RAW Histogram "calibration"

Hi there,
I am a new user of FRV.
I am trying to get along with the RAW histogram and get it properly calibrated for my camera SONY ALPHA A7III
from the manual I read:
the underexposure indication limit (meaning the dynamic range of the camera) can be set even more flexibly, depending on the ISO settings. For this, one needs to turn on the Preferences – Image Display - Exposure - ISO-based underexposure limit setting and set three parameters for the camera: underexposure level (dynamic range) for ISO 200, ISO 1600, and “for high ISO.”
Calculating the Underexposure Limit (dynamic range) will happen in the following manner

  • For ISO values of 1600 and lower, down to ISO 6, the linear change is such that the line passes through the value for ISO 200. In other words, the line passes through two user-defined points: ISO 1600 and ISO 200.
  • For ISO settings 1601 and above, the dynamic range decreases by one stop for each stop of ISO setting increase, but the limit is always greater or equal to the value that is entered for high ISO.

A7III is ISO-invariant and DR can be seen here
So basically ISO invariant from 100 to 500 and from 640 onward.
How can I properly calibrate RAW histogram in FRV?
Right now, all default settings I have a scale from -10/UE-4.6/+3. Does it already take into account the camera properties?

Dear Sir:

Lower (shadow) end of usable dynamic range is matter of

 - personal taste (noise tolerance)

 - typical image editing/retouching patterns (do you usually 'open shadows' /made it brighter/?)

 - output media size (the larger the print, the less acceptable noise)

 - output media type (e.g. matte paper will hide some shadow color noise due to ink spread)

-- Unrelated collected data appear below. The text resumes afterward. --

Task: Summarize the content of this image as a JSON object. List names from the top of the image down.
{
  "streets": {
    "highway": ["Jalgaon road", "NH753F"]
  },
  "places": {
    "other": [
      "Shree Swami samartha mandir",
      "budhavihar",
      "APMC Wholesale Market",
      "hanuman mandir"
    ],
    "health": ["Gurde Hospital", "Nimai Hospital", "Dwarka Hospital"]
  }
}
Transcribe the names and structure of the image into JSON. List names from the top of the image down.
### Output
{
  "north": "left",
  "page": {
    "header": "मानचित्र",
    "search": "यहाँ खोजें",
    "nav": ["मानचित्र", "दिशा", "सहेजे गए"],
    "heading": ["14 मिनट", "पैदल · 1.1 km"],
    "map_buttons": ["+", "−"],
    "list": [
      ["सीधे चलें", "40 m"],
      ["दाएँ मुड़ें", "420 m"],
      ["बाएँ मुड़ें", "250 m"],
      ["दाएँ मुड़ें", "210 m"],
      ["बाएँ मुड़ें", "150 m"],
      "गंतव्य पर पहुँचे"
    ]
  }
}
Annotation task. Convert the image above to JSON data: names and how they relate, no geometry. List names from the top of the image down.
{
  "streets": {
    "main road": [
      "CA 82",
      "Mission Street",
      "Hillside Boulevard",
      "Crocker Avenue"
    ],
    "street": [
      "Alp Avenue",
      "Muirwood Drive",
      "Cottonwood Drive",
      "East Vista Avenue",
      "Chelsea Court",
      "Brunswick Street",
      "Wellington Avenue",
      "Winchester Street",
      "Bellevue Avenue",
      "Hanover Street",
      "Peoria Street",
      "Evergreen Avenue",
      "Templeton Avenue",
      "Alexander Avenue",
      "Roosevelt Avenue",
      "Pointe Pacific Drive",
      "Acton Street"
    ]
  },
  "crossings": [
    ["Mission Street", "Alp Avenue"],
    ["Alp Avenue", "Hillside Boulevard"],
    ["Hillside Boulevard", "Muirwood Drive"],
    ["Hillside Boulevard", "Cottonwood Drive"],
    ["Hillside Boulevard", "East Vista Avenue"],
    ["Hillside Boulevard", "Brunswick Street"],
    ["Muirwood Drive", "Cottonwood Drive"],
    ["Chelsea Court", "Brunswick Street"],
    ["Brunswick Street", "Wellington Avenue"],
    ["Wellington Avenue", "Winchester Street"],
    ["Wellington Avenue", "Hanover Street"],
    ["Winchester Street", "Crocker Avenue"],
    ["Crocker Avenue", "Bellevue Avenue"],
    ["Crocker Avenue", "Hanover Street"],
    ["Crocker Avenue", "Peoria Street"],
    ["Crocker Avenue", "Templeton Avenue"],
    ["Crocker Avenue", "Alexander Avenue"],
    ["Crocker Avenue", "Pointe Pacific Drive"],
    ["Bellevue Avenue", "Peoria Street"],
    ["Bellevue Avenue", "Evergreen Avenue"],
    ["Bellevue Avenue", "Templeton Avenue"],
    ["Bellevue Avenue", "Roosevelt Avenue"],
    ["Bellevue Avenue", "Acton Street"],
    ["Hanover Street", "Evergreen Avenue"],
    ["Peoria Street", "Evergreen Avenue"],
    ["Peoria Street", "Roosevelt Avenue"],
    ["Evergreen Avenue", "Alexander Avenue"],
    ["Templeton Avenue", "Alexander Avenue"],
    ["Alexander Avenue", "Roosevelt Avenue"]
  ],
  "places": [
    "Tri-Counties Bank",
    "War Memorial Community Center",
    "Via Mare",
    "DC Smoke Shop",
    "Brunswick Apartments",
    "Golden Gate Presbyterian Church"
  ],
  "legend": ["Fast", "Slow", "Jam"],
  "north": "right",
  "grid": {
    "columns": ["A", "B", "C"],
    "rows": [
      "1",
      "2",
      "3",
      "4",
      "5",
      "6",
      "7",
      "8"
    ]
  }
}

So, it is very hard to suggest some specific numbers for specific camera. Default values (9/7/3) are conservative enough for today full-frame cameras, and rather optimistic for micro-4/3 and large sensor compacts.

Please note:

  1. FRV defines dynamic range from 'overexposure limit', so it is full DR, +3EV (from midtone to saturation) is already included in calculation. So, 4.6stops @ISO1600 looks too conservative to me. I have not used A7III, but for A7RIII I prefer something about 6-7EV@ISO1600, depending on print size.
  2. Published DR values may be normalized for some standard output size (e.g. 8Mpix in DXOMark default plot). This allows inter-camera comparison 'in same conditions', but overestimates DR range for the case when full resolution is used (due to large pring and/or cropping)

Many thanks for your quick reply.
According to A7III ISO/DR chart I set the values as follows:
10.5EV @ISO200, 8.5EV @ISO1600, 3.5EV @high ISO
is it too agrressive?

Dear Sir:

as mentioned in my initial reply, useable DR depends on may aspects, both personal (noise tolerance) and output type/size (larger prints are less tolerant to noise because on small prints values are averaged, so noise is less).

So, any specific value suggestion are incorrect because specific subjective (personal) and objective restrictions are not taken into account.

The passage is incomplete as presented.